Top of Material supplied
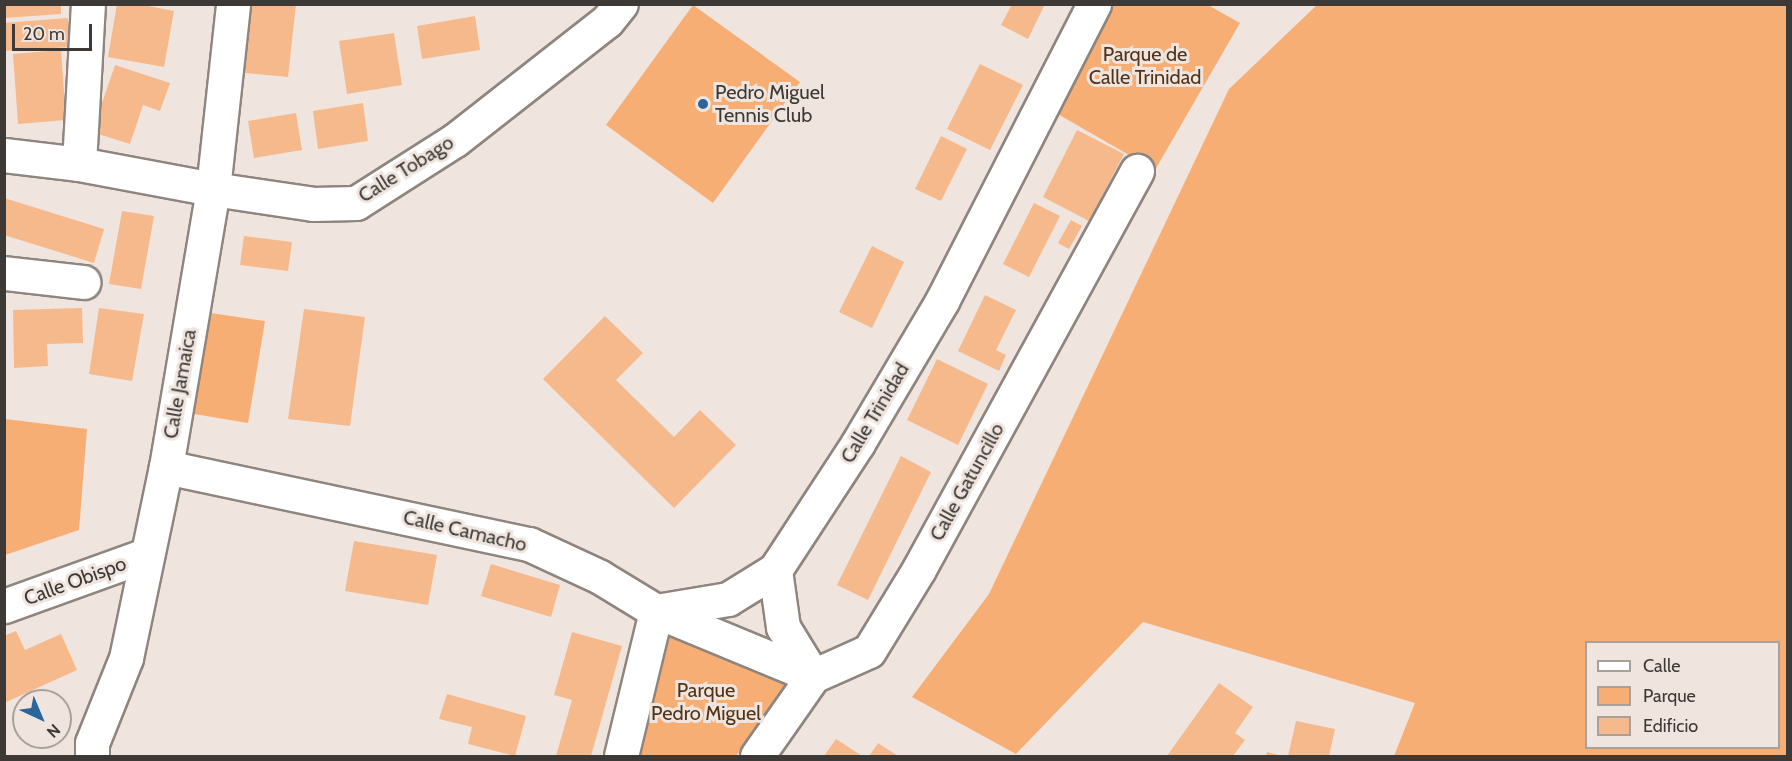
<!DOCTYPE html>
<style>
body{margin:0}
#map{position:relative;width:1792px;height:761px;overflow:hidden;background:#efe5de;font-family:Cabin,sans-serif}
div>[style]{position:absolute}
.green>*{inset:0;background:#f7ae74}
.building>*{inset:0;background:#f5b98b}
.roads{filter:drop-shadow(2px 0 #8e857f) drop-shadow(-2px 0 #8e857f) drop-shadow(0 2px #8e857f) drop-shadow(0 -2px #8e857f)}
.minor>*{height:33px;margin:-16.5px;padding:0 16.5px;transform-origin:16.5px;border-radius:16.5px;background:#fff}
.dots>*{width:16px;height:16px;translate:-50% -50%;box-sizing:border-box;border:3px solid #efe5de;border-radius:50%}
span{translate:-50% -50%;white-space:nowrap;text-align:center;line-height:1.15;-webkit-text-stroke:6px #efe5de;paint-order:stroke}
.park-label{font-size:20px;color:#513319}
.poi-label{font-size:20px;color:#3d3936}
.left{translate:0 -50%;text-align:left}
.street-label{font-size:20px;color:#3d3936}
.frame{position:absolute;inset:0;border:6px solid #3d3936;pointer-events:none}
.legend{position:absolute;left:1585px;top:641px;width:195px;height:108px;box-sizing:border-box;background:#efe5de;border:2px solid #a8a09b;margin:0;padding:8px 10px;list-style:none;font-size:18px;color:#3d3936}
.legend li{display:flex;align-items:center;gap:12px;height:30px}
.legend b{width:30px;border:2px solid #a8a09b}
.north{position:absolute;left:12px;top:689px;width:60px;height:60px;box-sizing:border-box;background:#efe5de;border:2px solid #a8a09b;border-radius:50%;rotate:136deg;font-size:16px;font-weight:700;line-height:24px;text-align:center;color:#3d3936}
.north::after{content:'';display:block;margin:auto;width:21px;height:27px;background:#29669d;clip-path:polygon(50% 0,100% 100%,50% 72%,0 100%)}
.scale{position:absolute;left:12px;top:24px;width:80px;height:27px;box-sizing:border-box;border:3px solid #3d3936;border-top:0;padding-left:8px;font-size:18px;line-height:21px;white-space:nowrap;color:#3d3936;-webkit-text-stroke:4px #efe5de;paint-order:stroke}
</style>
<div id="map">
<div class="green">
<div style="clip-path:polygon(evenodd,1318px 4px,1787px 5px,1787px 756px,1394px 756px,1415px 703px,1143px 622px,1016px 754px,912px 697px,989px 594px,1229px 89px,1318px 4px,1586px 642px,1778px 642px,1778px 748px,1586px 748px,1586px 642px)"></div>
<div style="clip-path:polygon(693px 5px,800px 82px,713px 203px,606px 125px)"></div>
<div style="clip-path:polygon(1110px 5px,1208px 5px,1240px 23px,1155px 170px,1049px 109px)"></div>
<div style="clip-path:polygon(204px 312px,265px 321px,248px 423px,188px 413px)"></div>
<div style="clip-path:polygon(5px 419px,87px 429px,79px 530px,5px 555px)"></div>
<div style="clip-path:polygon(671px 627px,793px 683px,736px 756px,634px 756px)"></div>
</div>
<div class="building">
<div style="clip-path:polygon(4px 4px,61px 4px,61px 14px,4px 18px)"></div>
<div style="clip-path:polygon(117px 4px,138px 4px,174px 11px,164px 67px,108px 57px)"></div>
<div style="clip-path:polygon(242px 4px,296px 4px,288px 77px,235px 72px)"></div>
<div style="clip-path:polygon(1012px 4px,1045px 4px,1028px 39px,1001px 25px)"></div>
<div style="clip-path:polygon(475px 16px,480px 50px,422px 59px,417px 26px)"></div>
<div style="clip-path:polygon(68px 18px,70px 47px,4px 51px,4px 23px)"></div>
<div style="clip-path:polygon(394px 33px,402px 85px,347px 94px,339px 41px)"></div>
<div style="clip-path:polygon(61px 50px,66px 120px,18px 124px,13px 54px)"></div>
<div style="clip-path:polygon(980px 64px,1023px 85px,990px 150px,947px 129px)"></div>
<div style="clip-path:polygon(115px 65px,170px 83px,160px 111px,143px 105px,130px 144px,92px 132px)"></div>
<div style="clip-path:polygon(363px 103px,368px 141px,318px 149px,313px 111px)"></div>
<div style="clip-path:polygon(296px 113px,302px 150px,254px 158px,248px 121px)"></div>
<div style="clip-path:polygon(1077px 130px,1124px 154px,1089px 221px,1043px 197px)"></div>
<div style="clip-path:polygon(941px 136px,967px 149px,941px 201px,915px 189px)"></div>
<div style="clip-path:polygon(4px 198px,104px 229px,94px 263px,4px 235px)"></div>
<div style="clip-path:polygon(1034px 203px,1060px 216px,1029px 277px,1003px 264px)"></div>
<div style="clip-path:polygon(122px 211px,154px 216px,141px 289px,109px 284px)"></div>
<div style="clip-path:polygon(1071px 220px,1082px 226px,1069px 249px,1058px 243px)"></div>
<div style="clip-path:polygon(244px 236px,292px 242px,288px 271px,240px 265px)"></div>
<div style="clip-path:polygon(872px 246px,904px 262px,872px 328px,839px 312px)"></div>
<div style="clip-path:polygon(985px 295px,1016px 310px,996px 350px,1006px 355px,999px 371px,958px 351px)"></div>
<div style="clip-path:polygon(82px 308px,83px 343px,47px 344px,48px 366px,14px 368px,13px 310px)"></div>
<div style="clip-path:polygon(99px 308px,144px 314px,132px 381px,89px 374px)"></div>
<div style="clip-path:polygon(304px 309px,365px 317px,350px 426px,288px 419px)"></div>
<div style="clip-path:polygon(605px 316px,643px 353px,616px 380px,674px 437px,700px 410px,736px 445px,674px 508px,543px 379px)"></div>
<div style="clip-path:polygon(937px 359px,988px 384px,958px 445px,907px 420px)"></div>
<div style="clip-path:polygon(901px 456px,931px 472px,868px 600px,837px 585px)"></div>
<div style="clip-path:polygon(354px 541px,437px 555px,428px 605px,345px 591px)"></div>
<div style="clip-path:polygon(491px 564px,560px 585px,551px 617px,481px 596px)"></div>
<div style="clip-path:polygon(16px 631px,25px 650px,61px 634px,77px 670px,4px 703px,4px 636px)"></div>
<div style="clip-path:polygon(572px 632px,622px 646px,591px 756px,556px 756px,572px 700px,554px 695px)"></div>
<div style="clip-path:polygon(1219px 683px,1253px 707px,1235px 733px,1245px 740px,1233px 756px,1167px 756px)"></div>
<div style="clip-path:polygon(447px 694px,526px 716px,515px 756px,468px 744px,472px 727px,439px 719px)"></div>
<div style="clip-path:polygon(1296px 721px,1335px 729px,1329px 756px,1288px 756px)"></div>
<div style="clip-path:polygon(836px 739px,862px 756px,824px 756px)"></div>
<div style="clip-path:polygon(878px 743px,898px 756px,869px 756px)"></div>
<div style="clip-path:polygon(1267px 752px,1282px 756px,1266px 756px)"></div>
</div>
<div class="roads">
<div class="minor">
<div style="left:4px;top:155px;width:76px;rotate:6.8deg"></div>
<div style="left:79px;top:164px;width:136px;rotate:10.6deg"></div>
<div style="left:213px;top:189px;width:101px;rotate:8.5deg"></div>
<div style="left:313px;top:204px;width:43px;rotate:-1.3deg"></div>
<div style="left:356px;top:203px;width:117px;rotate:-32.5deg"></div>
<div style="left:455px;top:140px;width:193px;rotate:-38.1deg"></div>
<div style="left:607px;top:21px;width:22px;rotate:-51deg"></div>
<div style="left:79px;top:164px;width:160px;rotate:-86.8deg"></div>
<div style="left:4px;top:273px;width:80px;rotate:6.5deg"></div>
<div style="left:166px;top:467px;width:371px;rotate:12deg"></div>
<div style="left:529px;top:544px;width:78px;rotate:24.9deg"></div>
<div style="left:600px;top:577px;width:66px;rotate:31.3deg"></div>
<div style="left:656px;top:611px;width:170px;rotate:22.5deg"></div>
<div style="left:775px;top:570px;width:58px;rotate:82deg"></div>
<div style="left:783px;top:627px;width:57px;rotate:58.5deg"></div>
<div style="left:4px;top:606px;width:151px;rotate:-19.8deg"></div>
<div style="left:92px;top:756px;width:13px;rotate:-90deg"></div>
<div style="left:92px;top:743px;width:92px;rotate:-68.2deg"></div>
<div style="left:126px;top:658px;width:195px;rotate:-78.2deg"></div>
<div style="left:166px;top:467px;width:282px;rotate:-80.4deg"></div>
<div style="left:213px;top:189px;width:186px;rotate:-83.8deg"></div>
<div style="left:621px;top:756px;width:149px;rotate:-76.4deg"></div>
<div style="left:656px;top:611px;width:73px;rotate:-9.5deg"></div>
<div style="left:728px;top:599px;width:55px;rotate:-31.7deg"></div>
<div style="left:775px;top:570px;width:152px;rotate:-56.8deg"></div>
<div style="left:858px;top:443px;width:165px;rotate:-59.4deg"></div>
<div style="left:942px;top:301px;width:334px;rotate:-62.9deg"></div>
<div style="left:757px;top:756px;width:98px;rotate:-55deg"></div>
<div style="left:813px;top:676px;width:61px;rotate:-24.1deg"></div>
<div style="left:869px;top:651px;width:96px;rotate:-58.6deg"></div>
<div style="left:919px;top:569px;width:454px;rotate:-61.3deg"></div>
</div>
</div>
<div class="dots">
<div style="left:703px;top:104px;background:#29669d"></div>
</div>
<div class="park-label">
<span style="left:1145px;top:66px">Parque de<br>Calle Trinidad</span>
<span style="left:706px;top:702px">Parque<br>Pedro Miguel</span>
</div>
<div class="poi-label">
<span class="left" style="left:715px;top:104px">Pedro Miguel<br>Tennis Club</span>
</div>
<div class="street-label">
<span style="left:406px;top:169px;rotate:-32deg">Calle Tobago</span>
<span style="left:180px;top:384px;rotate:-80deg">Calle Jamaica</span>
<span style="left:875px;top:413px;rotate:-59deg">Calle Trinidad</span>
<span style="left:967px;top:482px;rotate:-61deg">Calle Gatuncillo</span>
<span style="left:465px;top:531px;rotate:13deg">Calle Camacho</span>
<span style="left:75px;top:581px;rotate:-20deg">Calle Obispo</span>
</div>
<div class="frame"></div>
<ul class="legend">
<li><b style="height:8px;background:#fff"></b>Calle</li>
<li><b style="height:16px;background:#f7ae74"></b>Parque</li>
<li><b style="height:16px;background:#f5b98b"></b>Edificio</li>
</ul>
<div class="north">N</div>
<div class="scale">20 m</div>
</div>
Bottom of Material supplied
Top of Material supplied
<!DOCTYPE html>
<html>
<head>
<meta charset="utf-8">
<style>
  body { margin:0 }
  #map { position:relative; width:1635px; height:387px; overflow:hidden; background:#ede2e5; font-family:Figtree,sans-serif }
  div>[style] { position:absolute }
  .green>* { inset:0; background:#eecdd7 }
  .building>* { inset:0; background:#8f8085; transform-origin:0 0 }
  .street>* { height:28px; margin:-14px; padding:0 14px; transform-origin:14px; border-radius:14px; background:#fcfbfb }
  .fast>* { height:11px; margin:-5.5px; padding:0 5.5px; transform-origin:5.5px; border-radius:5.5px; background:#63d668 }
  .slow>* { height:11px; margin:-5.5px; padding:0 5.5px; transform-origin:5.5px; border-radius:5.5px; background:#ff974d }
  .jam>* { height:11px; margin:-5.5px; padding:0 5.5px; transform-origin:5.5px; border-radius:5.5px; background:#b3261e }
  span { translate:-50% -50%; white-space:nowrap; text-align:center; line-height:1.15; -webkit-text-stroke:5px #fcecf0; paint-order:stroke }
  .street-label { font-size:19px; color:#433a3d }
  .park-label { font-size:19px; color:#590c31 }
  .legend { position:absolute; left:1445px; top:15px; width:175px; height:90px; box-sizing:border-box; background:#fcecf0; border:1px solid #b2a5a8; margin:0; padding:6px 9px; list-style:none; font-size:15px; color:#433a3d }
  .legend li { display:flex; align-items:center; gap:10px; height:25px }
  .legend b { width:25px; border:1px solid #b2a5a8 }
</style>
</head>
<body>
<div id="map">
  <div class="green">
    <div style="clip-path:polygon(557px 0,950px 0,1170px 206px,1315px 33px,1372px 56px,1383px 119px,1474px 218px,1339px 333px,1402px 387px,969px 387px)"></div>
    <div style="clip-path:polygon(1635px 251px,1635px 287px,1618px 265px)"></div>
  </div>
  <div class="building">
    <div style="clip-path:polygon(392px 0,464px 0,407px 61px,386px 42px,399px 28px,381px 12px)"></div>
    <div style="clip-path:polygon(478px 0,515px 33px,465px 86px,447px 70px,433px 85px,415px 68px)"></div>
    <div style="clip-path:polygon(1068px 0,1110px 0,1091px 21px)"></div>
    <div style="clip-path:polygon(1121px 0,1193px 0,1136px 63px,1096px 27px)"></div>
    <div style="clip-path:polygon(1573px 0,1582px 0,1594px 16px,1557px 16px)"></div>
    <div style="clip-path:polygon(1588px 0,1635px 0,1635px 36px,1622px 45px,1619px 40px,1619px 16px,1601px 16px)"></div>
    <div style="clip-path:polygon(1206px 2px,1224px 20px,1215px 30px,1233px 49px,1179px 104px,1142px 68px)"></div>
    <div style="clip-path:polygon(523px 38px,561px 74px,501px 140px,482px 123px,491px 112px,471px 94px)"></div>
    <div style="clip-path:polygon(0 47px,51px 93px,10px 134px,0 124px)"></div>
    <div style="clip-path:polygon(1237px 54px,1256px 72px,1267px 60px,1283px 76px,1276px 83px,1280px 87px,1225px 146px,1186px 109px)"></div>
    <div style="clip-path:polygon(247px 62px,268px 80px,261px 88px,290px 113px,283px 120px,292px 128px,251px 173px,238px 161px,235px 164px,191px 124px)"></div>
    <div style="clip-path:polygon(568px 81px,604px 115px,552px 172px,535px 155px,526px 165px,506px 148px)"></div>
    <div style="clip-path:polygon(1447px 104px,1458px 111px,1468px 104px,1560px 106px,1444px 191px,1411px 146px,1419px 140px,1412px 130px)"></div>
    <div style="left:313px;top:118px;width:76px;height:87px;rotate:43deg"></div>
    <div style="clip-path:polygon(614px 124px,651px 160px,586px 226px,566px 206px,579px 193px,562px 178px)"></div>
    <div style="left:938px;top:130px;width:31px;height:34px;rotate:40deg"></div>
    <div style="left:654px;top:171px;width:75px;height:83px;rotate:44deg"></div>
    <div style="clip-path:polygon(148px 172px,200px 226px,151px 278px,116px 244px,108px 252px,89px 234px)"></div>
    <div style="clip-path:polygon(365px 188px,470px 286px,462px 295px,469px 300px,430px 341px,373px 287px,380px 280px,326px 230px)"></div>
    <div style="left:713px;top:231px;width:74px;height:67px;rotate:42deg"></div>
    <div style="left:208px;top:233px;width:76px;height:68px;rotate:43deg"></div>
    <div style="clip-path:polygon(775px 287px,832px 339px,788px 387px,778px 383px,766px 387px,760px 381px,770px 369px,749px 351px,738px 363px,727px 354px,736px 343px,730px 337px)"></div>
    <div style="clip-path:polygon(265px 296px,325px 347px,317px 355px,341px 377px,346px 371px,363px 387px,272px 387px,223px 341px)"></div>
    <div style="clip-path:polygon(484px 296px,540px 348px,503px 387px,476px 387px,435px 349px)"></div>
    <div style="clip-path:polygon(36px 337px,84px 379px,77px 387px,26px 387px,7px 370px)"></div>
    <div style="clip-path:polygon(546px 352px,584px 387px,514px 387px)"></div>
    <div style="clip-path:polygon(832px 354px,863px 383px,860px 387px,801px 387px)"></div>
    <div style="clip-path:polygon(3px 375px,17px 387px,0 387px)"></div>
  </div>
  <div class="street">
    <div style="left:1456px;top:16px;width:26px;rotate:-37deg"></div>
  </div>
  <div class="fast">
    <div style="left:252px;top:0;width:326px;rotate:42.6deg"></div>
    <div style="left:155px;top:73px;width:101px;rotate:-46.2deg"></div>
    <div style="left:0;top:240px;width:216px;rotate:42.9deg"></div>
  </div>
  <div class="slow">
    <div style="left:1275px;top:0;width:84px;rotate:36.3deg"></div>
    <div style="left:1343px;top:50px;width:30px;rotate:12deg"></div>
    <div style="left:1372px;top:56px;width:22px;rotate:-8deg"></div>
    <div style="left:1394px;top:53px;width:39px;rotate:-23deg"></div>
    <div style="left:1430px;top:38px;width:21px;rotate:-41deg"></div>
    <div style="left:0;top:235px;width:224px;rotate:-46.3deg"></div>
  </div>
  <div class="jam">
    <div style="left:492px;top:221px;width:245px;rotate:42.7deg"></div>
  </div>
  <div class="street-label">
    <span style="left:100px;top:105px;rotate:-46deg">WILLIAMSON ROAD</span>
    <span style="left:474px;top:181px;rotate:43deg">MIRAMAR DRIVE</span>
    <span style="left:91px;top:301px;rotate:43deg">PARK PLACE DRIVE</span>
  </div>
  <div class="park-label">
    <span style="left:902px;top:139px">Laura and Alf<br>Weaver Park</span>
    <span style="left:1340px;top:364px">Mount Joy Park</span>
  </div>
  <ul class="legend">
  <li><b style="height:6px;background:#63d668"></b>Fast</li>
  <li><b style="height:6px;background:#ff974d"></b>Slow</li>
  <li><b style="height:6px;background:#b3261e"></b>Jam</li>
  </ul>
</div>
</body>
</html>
Bottom of Material supplied
§ **Problem details**: Your task is to return each line of the data above that contains the string "serif".

§ **The completed task**:
#map{position:relative;width:1792px;height:761px;overflow:hidden;background:#efe5de;font-family:Cabin,sans-serif}
  #map { position:relative; width:1635px; height:387px; overflow:hidden; background:#ede2e5; font-family:Figtree,sans-serif }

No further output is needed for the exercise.